In our proposed data-driven method for finding suitable transformations, the transformation selection was done for one auxiliary variable at a time. To improve the method, and the efficiency of the resulting model-assisted estimators, one can use multivariable fractional polynomials, which simultaneously determine a functional form for continuous auxiliary variables and delete uninfluential auxiliary variables (Sauerbrei et al., 2006; Sauerbrei and Royston, 2017). For our simulation study, however, the additional computational burden of using multivariable fractional polynomials was considered too high. Another topic for further studies is the inclusion of interaction terms in the models. Except for one interaction term in the model for total growing stock volume based on an expert selection of auxiliary variables, only main effects were included in our models. Potentially, many interactions can be used. To avoid overfitting, and not only for models with interactions, a possibility is to use an information criterion, such as the Akaike information criterion (Akaike, 1974).
Although the methods might be further improved, our results indicate that model-assisted methods like LASSO, RIDGE, and ELNET could be used by the Swedish NFI to provide reliable estimates for smaller areas than possible using field data alone. Today, counties are the smallest unit for which the NFI present reliable estimates. The smallest area for which reliable results can be presented depends in large part on how the model-assisted estimators perform when using smaller sample sizes than the ones used in this study (n < 901). Thus, it remains to be investigated how small areas can be to produce reliable estimates of different forest variables with a sufficiently low RMSE.
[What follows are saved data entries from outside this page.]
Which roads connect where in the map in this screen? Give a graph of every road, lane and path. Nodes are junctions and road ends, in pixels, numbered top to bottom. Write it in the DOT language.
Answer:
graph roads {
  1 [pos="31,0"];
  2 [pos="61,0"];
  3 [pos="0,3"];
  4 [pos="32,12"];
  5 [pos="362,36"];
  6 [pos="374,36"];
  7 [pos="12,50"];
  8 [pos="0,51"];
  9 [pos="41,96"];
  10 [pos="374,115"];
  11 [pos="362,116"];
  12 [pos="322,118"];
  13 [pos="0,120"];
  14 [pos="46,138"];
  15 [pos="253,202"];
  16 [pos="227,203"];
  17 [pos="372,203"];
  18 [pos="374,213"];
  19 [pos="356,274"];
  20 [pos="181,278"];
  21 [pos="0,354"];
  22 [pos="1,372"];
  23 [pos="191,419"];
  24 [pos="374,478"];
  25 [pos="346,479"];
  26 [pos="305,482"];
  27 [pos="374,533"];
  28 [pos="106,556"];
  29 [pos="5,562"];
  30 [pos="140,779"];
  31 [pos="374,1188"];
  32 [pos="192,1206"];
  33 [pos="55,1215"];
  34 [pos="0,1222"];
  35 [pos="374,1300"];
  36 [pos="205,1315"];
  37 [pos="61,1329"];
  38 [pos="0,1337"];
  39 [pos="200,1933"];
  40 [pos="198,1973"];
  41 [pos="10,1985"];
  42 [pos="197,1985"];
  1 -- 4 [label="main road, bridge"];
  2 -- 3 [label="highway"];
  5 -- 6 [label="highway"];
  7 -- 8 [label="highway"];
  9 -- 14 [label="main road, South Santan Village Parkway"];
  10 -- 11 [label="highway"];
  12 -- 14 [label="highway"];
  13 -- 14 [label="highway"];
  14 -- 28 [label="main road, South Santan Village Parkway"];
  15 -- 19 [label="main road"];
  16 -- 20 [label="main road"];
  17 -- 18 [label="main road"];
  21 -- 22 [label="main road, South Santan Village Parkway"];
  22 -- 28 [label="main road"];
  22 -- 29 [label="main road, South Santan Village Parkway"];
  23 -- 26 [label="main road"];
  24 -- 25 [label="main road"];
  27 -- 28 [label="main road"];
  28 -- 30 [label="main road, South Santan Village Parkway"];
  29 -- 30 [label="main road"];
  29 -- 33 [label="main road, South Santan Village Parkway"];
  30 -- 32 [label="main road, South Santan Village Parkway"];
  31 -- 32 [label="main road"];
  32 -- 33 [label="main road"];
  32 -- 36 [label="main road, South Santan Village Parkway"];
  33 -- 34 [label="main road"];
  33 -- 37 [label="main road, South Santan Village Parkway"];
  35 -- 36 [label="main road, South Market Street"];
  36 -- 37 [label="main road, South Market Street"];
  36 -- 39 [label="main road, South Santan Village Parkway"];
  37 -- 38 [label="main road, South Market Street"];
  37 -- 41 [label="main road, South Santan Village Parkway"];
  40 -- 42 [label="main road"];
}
A relatively large proportion of the units (raster cells) in our population (18%) had a difference between P95 and field measured tree height that was greater than 7 m. These units were considered as outliers. Many of them were units that were clear felled after the field survey, but before the laser scanning took place. The large proportion of outliers could also be a consequence of using merged split-plots for which the linkage with laser data is more sensitive to plot location errors compared to un-split plots. In the Monte Carlo study, it was found better to perform the data-driven choices of transformations without using these outliers in a sample, but to estimate model parameters with the outliers in a sample of auxiliary variable data values (where variables may have been transformed before the estimation is done). In addition to these outliers, there were additional units in the population with an unusual relationship between field data and laser metrics. This could be, for example, due to thinning cuttings, wind-thrown trees, and other changes. It was noticed that the proportion of such units was higher for plots with a high proportion of broad-leaved trees. To some extent, this can be an effect of using laser data acquired during leaf-off conditions, which gives lower laser density metrics for broad-leaved forests than using data acquired during leaf-on conditions (White et al., 2013). Although the number of such units was relatively low, they might have a large influence on the selection of transformations, and may explain why the use of data-driven choices of transformations was not successful when estimating volume of broad-leaved trees.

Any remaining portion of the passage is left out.